Collected data>

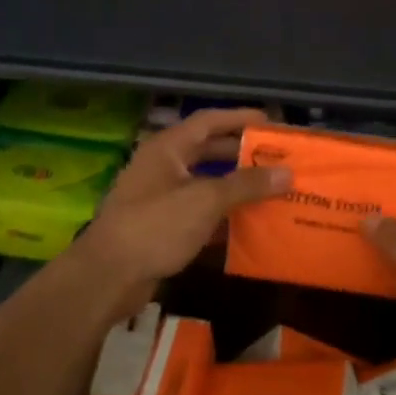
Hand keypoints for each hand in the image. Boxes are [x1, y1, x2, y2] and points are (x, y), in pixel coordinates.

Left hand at [72, 108, 290, 295]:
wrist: (108, 276)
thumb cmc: (155, 226)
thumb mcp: (205, 200)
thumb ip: (246, 185)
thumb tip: (287, 172)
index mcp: (167, 148)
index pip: (208, 121)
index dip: (240, 118)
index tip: (273, 124)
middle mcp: (162, 167)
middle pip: (208, 152)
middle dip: (242, 155)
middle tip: (278, 160)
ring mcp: (160, 198)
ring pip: (205, 185)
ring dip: (235, 188)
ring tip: (272, 191)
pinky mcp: (161, 228)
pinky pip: (198, 214)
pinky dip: (222, 217)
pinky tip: (249, 227)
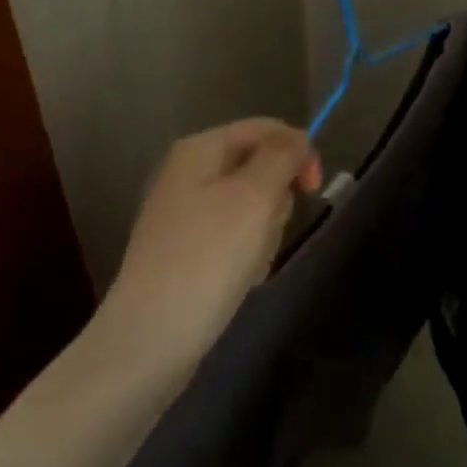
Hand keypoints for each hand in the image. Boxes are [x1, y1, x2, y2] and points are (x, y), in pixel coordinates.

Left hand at [97, 118, 320, 365]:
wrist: (153, 337)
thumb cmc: (209, 256)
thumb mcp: (256, 195)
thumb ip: (282, 156)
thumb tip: (296, 138)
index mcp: (200, 149)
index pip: (266, 129)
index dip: (298, 151)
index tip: (313, 189)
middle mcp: (188, 173)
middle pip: (260, 167)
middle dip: (277, 198)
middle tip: (266, 229)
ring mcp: (185, 213)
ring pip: (252, 206)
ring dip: (264, 232)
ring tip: (250, 262)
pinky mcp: (187, 249)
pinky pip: (235, 237)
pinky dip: (247, 254)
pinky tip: (239, 278)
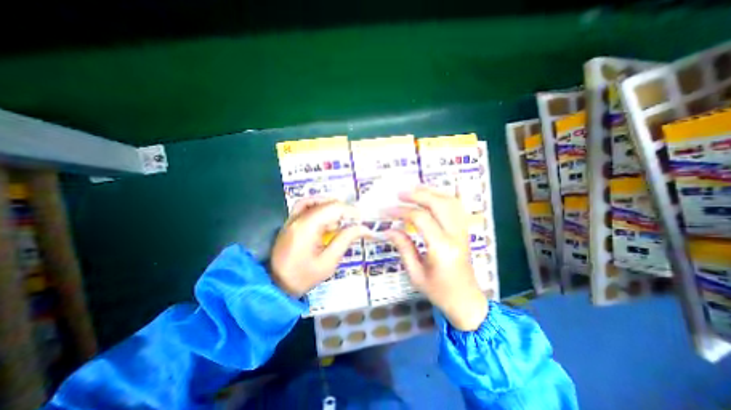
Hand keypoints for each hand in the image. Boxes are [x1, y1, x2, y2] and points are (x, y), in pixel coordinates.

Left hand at [271, 196, 370, 296]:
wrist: (276, 286)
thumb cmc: (304, 277)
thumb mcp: (329, 262)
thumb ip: (345, 240)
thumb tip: (363, 228)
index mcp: (307, 227)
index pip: (332, 208)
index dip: (350, 210)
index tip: (362, 218)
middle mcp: (297, 218)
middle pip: (323, 203)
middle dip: (342, 209)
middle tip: (354, 219)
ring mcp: (291, 219)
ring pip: (313, 201)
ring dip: (330, 206)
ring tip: (341, 218)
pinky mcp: (290, 223)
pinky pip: (304, 206)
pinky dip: (317, 207)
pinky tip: (325, 217)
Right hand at [384, 187, 486, 330]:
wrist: (466, 301)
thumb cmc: (439, 291)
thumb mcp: (416, 273)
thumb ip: (403, 247)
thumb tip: (388, 229)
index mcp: (441, 248)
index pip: (421, 219)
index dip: (402, 211)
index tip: (387, 211)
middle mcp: (455, 235)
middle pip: (438, 204)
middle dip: (417, 195)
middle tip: (400, 193)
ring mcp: (463, 231)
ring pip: (450, 201)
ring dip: (431, 192)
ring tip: (414, 190)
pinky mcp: (464, 231)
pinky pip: (457, 207)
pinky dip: (444, 197)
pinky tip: (432, 195)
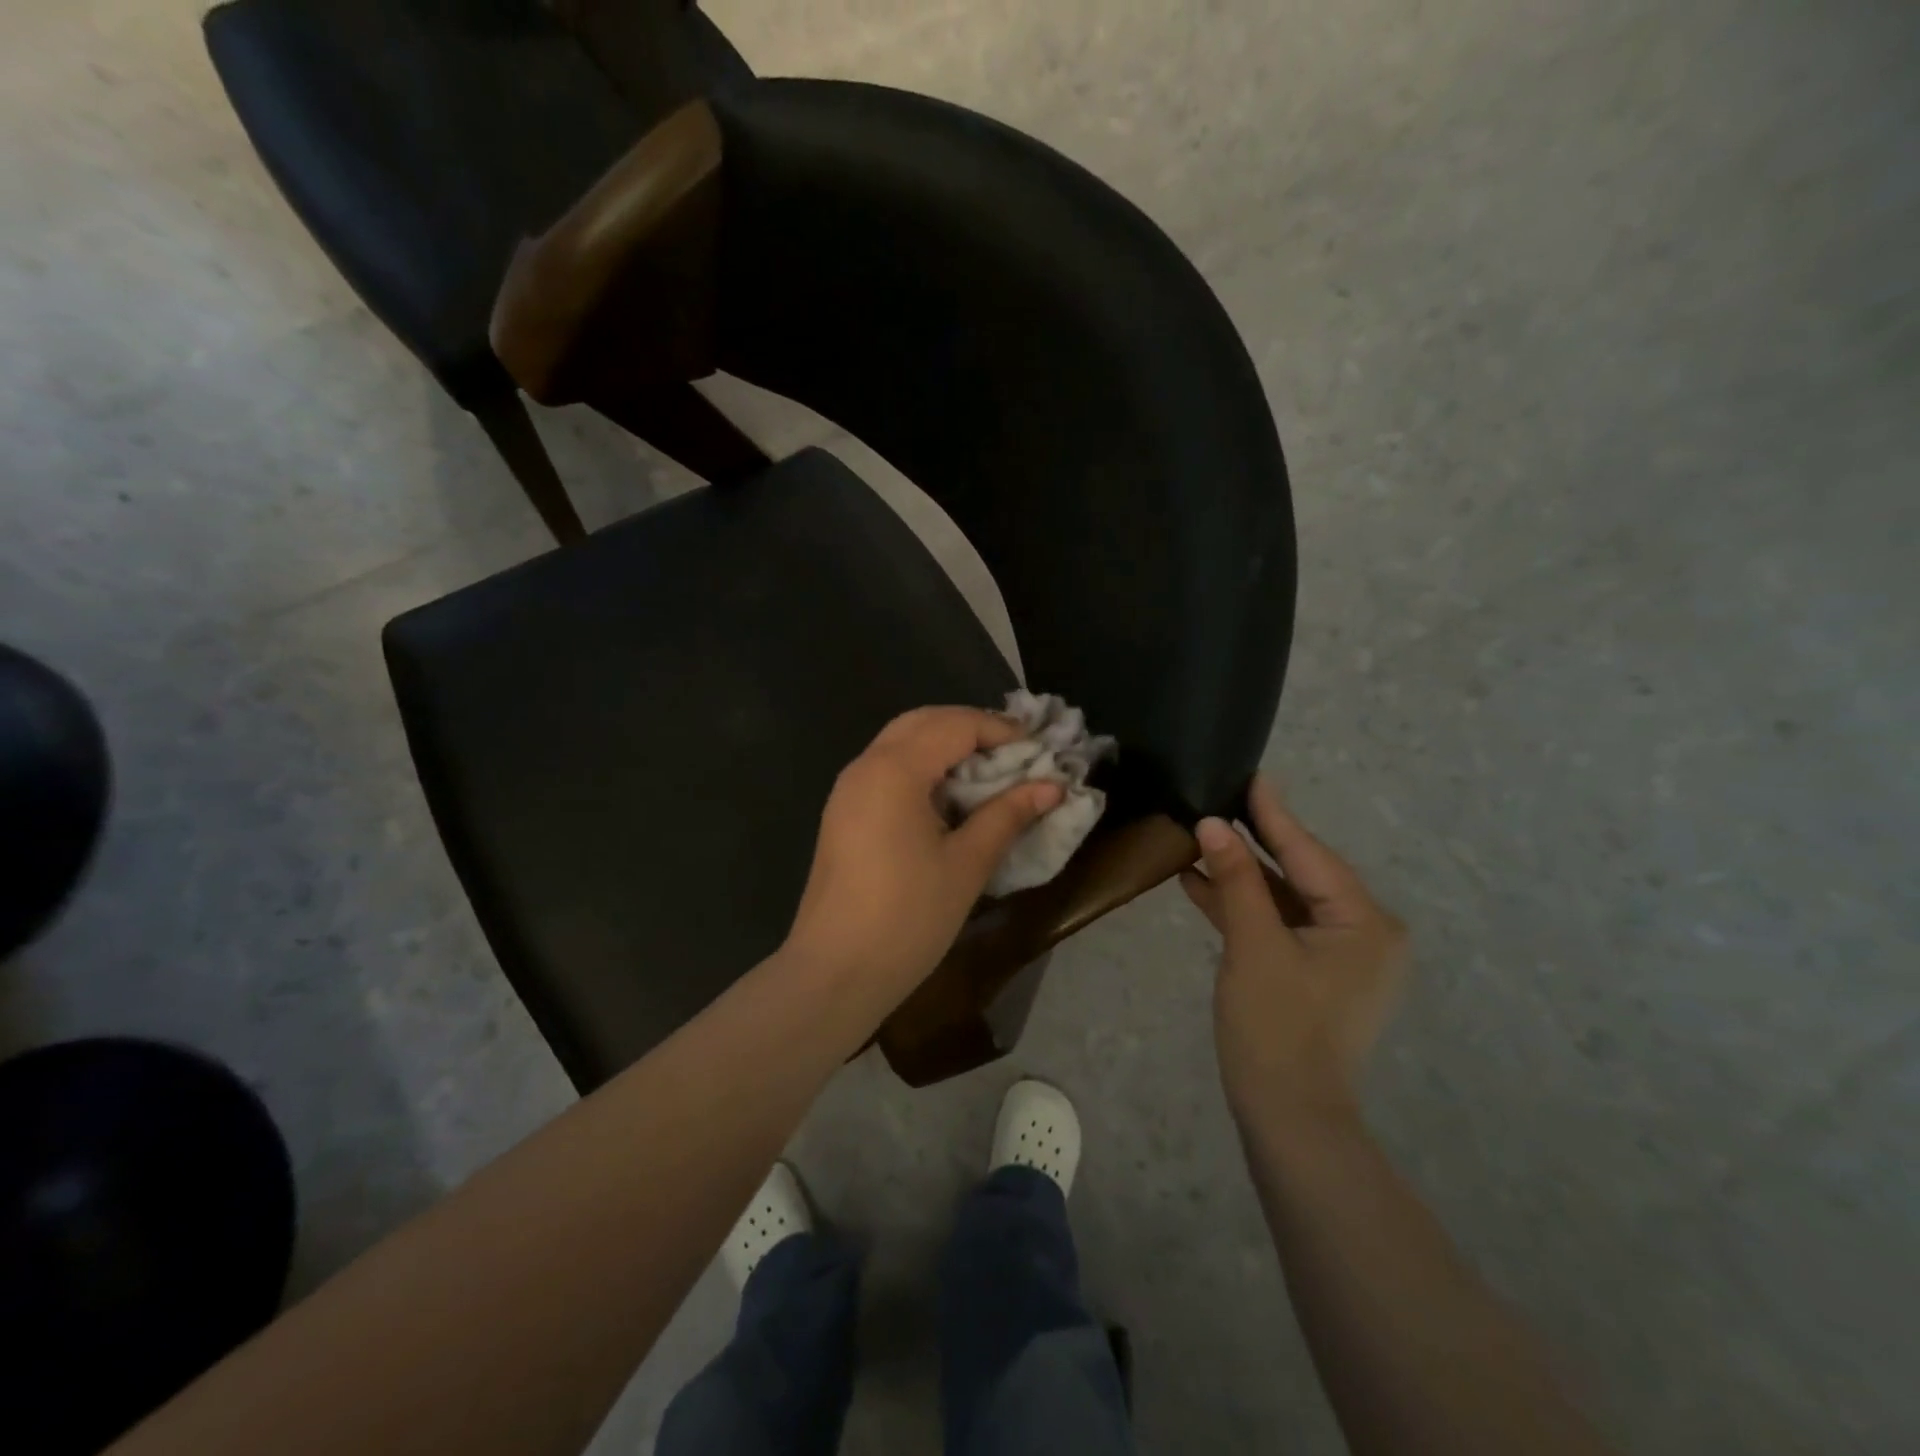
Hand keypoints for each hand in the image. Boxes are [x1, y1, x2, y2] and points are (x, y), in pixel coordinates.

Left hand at [785, 707, 1062, 998]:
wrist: (835, 972)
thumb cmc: (908, 917)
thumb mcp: (967, 864)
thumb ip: (1008, 815)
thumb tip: (1052, 785)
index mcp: (894, 770)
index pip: (954, 725)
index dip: (1000, 731)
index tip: (1039, 752)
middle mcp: (865, 766)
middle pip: (923, 722)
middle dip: (971, 728)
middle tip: (1014, 755)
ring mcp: (848, 789)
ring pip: (901, 742)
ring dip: (946, 746)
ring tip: (988, 773)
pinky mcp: (843, 813)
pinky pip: (887, 768)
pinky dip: (923, 767)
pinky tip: (949, 797)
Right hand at [1181, 777, 1407, 1123]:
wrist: (1287, 1118)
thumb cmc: (1276, 1027)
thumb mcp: (1253, 945)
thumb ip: (1236, 880)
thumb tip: (1212, 824)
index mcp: (1365, 922)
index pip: (1309, 854)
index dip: (1273, 815)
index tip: (1250, 775)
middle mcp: (1362, 933)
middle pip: (1299, 873)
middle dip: (1253, 841)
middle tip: (1219, 798)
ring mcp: (1338, 956)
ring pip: (1284, 900)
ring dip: (1240, 875)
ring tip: (1197, 838)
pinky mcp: (1311, 973)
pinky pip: (1277, 926)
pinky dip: (1242, 908)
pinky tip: (1199, 884)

TASK REQUIREMENTS> Set down every record above exactly as it stands, but skip the pictures.

RESPONSE TO THIS EXERCISE>
Hand keypoints for each hand in the image. Boxes are [x1, y1, x2, y2] and points are (x, y), in pixel coordinates.

Left hand at [72, 108, 290, 295]:
wrist: (108, 276)
thumb cmc: (155, 226)
thumb mcp: (205, 200)
thumb ip: (246, 185)
thumb tip: (287, 172)
index mcp: (167, 148)
index pip: (208, 121)
index dip: (240, 118)
index tip: (273, 124)
middle mcp: (162, 167)
middle pip: (208, 152)
middle dip: (242, 155)
middle tip: (278, 160)
ring mcp: (160, 198)
ring pip: (205, 185)
ring dip: (235, 188)
ring tip: (272, 191)
pinky mcp: (161, 228)
pinky pip: (198, 214)
pinky dip: (222, 217)
pinky tip: (249, 227)
Hand keypoints for each hand in the image. Boxes are [x1, y1, x2, y2] and points are (x, y), in pixel coordinates.

Left hand at [97, 118, 320, 365]:
wrist: (153, 337)
thumb cmc: (209, 256)
thumb mcp: (256, 195)
thumb ip: (282, 156)
thumb tip: (296, 138)
index mcp: (200, 149)
index pip: (266, 129)
index dip: (298, 151)
index tip: (313, 189)
middle mcp: (188, 173)
middle pip: (260, 167)
middle dip: (277, 198)
middle tip: (266, 229)
ring mcp: (185, 213)
ring pip: (252, 206)
ring dip: (264, 232)
ring tip: (250, 262)
pinky mcp: (187, 249)
pinky pip: (235, 237)
pinky dip: (247, 254)
pinky tip: (239, 278)
Hand keypoints for each hand in the image. Boxes are [x1, y1, x2, y2] and points are (x, y), in pixel coordinates.

Left hand at [271, 196, 370, 296]:
wrist: (276, 286)
thumb cmc: (304, 277)
thumb mcp: (329, 262)
thumb ip: (345, 240)
thumb tip: (363, 228)
index mcp: (307, 227)
index pip: (332, 208)
index dip: (350, 210)
index tip: (362, 218)
middle mcp: (297, 218)
middle pip: (323, 203)
middle dip: (342, 209)
middle tip: (354, 219)
ring mcp: (291, 219)
ring pip: (313, 201)
ring dip: (330, 206)
ring tip: (341, 218)
pinky mcp: (290, 223)
pinky pip: (304, 206)
pinky dip: (317, 207)
pinky tip: (325, 217)
Right hand at [384, 187, 486, 330]:
wrist: (466, 301)
thumb cmc: (439, 291)
thumb mcp: (416, 273)
thumb ip: (403, 247)
thumb tip: (388, 229)
index mcp: (441, 248)
index pip: (421, 219)
index dip: (402, 211)
index tip: (387, 211)
middle mcp: (455, 235)
middle pip: (438, 204)
middle dip: (417, 195)
middle tip: (400, 193)
ring mcp: (463, 231)
ring pip: (450, 201)
ring dip: (431, 192)
ring tip: (414, 190)
pinky mcp: (464, 231)
pinky pip: (457, 207)
pinky dip: (444, 197)
pinky tip: (432, 195)
Hand keypoints for each hand in the image. Boxes are [x1, y1, x2, y2] and points are (x, y), in pixel coordinates.

Left hand at [785, 707, 1062, 998]:
wrist: (835, 972)
thumb cmc: (908, 917)
thumb mcp: (967, 864)
thumb ip: (1008, 815)
thumb tip: (1052, 785)
index mcp: (894, 770)
index pip: (954, 725)
index dip: (1000, 731)
index tip: (1039, 752)
middle mcp: (865, 766)
middle pip: (923, 722)
middle dip: (971, 728)
middle tip: (1014, 755)
ring mcp: (848, 789)
ring pip: (901, 742)
ring dip: (946, 746)
ring tip: (988, 773)
pinky mcp: (843, 813)
pinky pip: (887, 768)
pinky dip: (923, 767)
pinky tip: (949, 797)
Right hand at [1181, 777, 1407, 1123]:
wrist: (1287, 1118)
thumb cmc: (1276, 1027)
thumb mcp: (1253, 945)
thumb ip: (1236, 880)
thumb tip: (1212, 824)
index mcp: (1365, 922)
index pip: (1309, 854)
index dip: (1273, 815)
index tip: (1250, 775)
middle mcp: (1362, 933)
middle pip: (1299, 873)
middle dip: (1253, 841)
middle tip: (1219, 798)
ring mcp: (1338, 956)
ring pip: (1284, 900)
ring dip: (1240, 875)
ring tip: (1197, 838)
pinky mcp: (1311, 973)
pinky pip: (1277, 926)
pinky dip: (1242, 908)
pinky tip: (1199, 884)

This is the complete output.